Затем вызвали милиционера по поводу второго инцидента. Ему было предложено повернуться лицом к сидящим в клубе.
— Кто нанёс вам увечья? — прозвучал первый вопрос.
— Обвиняемый.
— Обвиняемый причинил вам физическую боль?
— Да.
— Он знал, что вы являетесь представителем государства?
— Да.
— Он вас ударил?
— Несколько раз.
Второй милиционер тоже давал свидетельские показания. Он также отвечал только «да» или «нет».
— Вы видели, как обвиняемый избивал милиционера?
— Да.
Когда в качестве свидетеля вызвали маму, она предстала перед судом спокойной и решительной. Товарищ Цейтлин предупредил её об ответственности за дачу ложных показаний, и что учитываться будут только ответы «да» или «нет».
— Перед тем, как я стану отвечать на ваши вопросы, мне хотелось бы знать, где я нахожусь: на партийной конференции или в суде? — спросила мама.
Это был неожиданный поворот событий, особенно — для товарища Цейтлина. Это казалось неслыханным! Никто не осмеливался подвергать сомнению достоинство и мудрость партийного руководителя любого ранга. Мама, конечно, не осознавала, что, решившись задать такой вопрос, она тем самым невольно ухудшала положение Серёжки.
— Это суд, — поторопился ответить товарищ Цейтлин.
— В таком случае, почему я или кто-нибудь другой в этом деле дают ответы вам, партийному представителю, а не судье?
По залу пробежал гул возбуждения. Товарищ Цейтлин не заставил себя долго ждать, и его ответ оказался настолько же неожиданным, как и сам вопрос.
— Ввиду того, что я представляю партию и правительство, я также представляю и закон! — быстро произнёс он и повернулся к судьям, давая им распоряжение продолжать.
Но мама продолжала настаивать на своём, протестуя против несправедливого отношения к её сыну. Всё это время Серёжа сидел со связанными сзади руками, явно испытывая боль. В ответ на её попытку защитить сына, товарищ Цейтлин только рассмеялся. Он снова приказал маме отвечать «да» или «нет».
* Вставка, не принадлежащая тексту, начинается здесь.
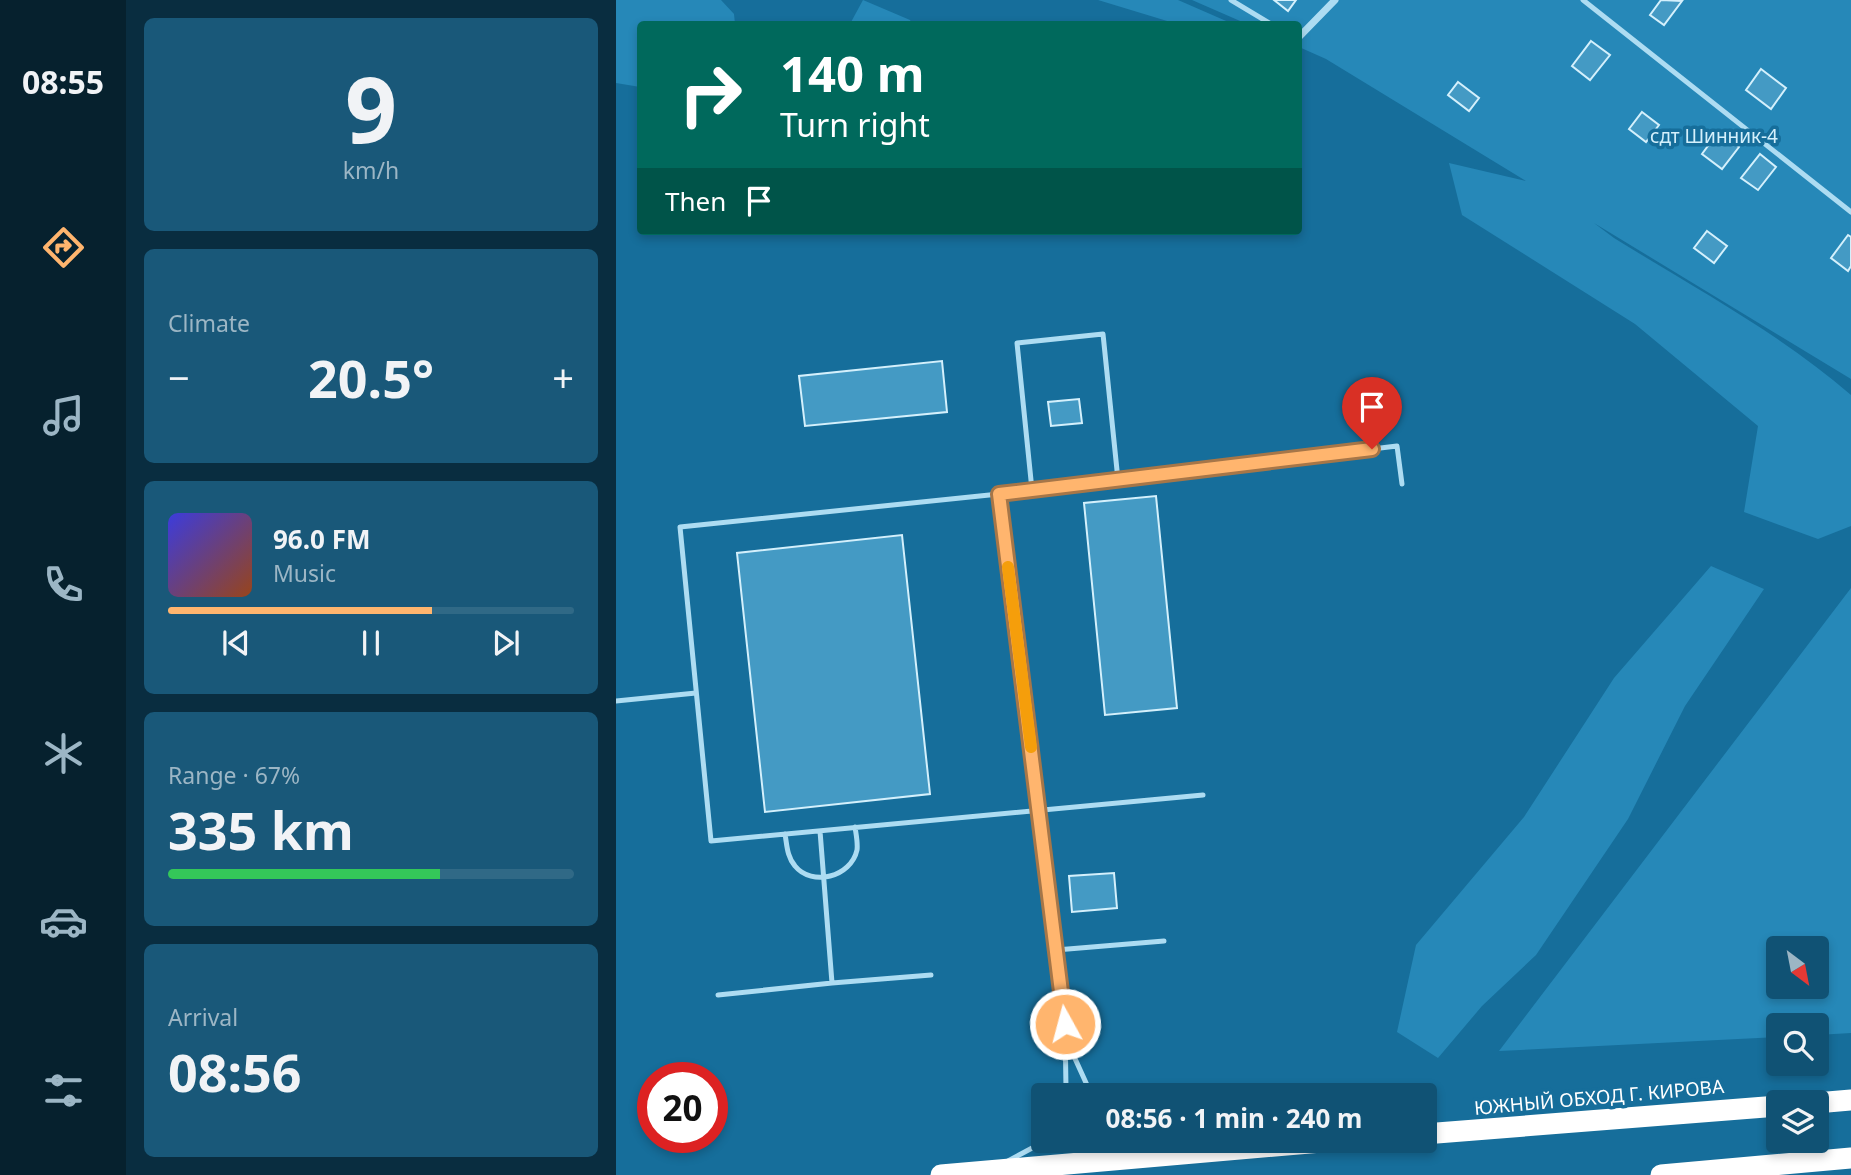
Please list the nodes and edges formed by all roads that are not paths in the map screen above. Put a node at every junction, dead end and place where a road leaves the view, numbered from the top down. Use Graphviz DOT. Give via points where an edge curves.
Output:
graph roads {
  1 [pos="1231,0"];
  2 [pos="1335,0"];
  3 [pos="1583,0"];
  4 [pos="1266,21"];
  5 [pos="1302,34"];
  6 [pos="1851,212"];
  7 [pos="1118,480"];
  8 [pos="1402,484"];
  9 [pos="1032,489"];
  10 [pos="999,494"];
  11 [pos="696,694"];
  12 [pos="616,701"];
  13 [pos="1203,795"];
  14 [pos="1038,810"];
  15 [pos="855,827"];
  16 [pos="820,831"];
  17 [pos="785,834"];
  18 [pos="824,878"];
  19 [pos="1164,941"];
  20 [pos="1056,950"];
  21 [pos="931,975"];
  22 [pos="832,984"];
  23 [pos="718,995"];
  24 [pos="1066,1038"];
  25 [pos="1066,1083"];
  26 [pos="1086,1083"];
  27 [pos="1851,1100"];
  28 [pos="1829,1102"];
  29 [pos="1766,1107"];
  30 [pos="1437,1133"];
  31 [pos="1031,1149"];
  32 [pos="1154,1153"];
  33 [pos="1182,1153"];
  34 [pos="1157,1155"];
  35 [pos="1851,1158"];
  36 [pos="989,1171"];
  37 [pos="942,1175"];
  38 [pos="1661,1175"];
  1 -- 4 [label="lane"];
  2 -- 5 [label="street"];
  3 -- 6 [label="lane"];
  7 -- 8 [label="lane" via="1397,446"];
  7 -- 9 [label="lane"];
  7 -- 9 [label="lane" via="1103,334 1017,343"];
  9 -- 10 [label="lane"];
  10 -- 11 [label="lane" via="680,527"];
  10 -- 14 [label="lane"];
  11 -- 12 [label="lane"];
  11 -- 17 [label="lane" via="711,841"];
  13 -- 14 [label="lane"];
  14 -- 15 [label="lane"];
  14 -- 20 [label="lane"];
  15 -- 16 [label="lane"];
  15 -- 18 [label="lane" via="857,849 852,861 836,875"];
  16 -- 17 [label="lane"];
  16 -- 18 [label="lane"];
  17 -- 18 [label="lane" via="793,865 811,877"];
  18 -- 22 [label="lane"];
  19 -- 20 [label="lane"];
  20 -- 24 [label="lane"];
  21 -- 22 [label="lane"];
  22 -- 23 [label="lane"];
  24 -- 25 [label="lane"];
  24 -- 26 [label="lane"];
  27 -- 28 [label="highway"];
  29 -- 30 [label="highway, ЮЖНЫЙ ОБХОД Г. КИРОВА"];
  31 -- 36 [label="lane"];
  32 -- 34 [label="lane"];
  33 -- 34 [label="highway"];
  34 -- 36 [label="highway"];
  35 -- 38 [label="highway"];
  36 -- 37 [label="highway"];
}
— Председатель Сотни был в вашем доме?
— Да.
— Ваш сын Сергей схватил за руку товарища Хижняка, когда тот выполнял государственное поручение в вашем доме?
— Но…
— Да или нет? — строго потребовал товарищ Цейтлин, с угрозой смотря на маму.
— Он схватил его за руку, но…
Но маме не позволили закончить. Товарищ Цейтлин повернулся к судьям и что-то сказал им. Тогда мама, чувствуя, что происходит, поднялась во весь рост и прокричала, что её сын только защищал её жизнь.
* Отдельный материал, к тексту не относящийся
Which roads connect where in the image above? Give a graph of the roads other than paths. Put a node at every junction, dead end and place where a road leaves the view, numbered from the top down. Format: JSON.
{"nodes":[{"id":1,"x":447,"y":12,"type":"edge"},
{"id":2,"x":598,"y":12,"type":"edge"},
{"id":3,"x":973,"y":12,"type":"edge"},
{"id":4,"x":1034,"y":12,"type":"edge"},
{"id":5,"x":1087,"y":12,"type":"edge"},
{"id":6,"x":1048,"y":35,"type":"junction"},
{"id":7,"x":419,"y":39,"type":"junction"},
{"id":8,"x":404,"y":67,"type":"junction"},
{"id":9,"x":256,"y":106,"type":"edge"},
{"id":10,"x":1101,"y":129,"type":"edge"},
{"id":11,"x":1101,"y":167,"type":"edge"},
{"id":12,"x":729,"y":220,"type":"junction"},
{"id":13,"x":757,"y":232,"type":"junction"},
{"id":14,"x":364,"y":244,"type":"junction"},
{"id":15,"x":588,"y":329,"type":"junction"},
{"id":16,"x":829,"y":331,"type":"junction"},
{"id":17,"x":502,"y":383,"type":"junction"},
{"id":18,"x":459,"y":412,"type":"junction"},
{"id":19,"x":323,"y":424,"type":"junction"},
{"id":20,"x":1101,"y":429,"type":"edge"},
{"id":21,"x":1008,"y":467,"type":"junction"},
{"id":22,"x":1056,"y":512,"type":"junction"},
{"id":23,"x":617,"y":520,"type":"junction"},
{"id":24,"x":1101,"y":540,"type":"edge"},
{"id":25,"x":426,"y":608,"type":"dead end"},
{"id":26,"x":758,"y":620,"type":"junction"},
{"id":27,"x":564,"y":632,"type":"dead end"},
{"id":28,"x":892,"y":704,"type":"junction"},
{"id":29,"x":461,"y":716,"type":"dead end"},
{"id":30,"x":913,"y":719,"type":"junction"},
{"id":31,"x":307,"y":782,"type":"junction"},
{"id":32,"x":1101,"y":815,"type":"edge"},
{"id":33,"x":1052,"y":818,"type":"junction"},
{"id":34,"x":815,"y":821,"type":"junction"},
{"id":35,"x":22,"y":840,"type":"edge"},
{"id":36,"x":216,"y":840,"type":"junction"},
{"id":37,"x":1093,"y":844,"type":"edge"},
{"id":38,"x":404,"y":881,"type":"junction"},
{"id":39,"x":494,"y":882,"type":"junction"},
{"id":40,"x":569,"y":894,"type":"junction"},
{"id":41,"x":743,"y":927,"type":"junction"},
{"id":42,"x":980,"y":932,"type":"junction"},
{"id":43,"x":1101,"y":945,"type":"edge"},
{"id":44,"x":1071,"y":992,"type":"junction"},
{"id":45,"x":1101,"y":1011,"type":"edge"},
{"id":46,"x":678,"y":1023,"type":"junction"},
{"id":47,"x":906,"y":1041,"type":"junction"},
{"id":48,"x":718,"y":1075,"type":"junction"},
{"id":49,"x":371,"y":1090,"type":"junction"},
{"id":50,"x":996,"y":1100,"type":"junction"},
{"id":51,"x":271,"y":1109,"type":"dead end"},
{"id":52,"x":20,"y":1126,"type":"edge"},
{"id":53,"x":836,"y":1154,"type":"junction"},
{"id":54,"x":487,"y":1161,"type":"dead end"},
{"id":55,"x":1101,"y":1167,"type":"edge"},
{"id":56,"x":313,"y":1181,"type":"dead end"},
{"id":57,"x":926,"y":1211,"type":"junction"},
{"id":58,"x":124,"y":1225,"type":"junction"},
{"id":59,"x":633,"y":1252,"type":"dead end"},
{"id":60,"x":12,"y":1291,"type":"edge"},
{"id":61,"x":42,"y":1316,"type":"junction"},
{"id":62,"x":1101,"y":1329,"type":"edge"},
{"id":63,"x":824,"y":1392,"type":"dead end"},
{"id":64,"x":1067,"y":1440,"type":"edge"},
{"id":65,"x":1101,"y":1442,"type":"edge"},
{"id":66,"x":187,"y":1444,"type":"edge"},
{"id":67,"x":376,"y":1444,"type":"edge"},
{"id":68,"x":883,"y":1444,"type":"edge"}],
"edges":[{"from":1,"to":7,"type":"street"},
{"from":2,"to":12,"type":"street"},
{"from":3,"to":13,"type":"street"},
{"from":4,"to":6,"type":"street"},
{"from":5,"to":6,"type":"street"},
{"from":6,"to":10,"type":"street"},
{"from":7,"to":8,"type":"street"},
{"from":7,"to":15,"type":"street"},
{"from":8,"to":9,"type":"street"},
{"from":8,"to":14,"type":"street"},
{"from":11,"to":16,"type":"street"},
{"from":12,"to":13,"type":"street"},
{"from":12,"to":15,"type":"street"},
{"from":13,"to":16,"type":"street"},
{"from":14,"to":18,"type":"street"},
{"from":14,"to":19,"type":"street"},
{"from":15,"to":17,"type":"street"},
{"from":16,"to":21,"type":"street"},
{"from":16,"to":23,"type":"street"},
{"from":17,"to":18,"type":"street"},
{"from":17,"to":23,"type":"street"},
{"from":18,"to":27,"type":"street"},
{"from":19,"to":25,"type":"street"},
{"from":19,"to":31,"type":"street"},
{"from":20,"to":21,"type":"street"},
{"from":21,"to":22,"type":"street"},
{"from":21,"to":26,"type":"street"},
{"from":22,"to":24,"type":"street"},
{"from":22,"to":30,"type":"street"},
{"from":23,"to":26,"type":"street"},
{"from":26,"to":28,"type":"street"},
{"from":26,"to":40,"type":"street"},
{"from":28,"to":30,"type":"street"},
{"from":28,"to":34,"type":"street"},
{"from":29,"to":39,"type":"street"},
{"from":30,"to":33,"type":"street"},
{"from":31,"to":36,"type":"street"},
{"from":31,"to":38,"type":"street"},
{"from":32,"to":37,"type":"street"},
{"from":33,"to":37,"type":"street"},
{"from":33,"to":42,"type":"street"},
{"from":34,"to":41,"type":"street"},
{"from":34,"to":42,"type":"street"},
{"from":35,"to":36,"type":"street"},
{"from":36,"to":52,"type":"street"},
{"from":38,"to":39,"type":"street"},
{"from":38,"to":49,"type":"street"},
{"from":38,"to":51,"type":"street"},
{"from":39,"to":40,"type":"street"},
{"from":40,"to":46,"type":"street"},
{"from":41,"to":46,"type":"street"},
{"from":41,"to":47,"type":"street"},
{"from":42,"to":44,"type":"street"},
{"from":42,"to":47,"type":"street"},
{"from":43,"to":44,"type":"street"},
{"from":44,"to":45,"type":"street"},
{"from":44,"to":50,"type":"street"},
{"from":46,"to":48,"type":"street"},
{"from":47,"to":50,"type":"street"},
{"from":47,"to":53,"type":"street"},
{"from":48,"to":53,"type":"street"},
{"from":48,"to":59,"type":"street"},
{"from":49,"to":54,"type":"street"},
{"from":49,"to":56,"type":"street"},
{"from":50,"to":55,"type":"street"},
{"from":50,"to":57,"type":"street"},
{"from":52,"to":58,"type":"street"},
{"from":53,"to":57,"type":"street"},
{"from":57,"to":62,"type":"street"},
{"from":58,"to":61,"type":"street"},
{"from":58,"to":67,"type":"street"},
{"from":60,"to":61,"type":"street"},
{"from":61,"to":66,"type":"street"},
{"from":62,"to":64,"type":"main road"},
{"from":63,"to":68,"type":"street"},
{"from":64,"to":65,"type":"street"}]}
Но было уже поздно. Судья объявил, что суд имеет достаточно свидетельств, подтверждающих виновность обвиняемого. Затем он приказал маме покинуть трибуну. Она заплакала и кинулась обнимать Серёжку, но милиционерам отдали приказ силой вывести её из театрализованного «зала суда».
После этого суд приступил к расширению обвинений против Серёжи. Товарищ Цейтлин обозвал его контрреволюционером, врагом народа и потребовал передать его дело в вышестоящий суд и в органы Госбезопасности. Всё было сделано так, как приказал товарищ Цейтлин.
Два милиционера под конвоем увели Серёжку из клуба. Это был последний раз, когда мы его видели. На следующее утро всех заключённых увезли из села. Ни один из них не вернулся.
Спустя два года мы получили письмо без подписи. Неизвестный автор сообщил, что Серёжа умер от побоев и истощения на строительстве Беломорского канала.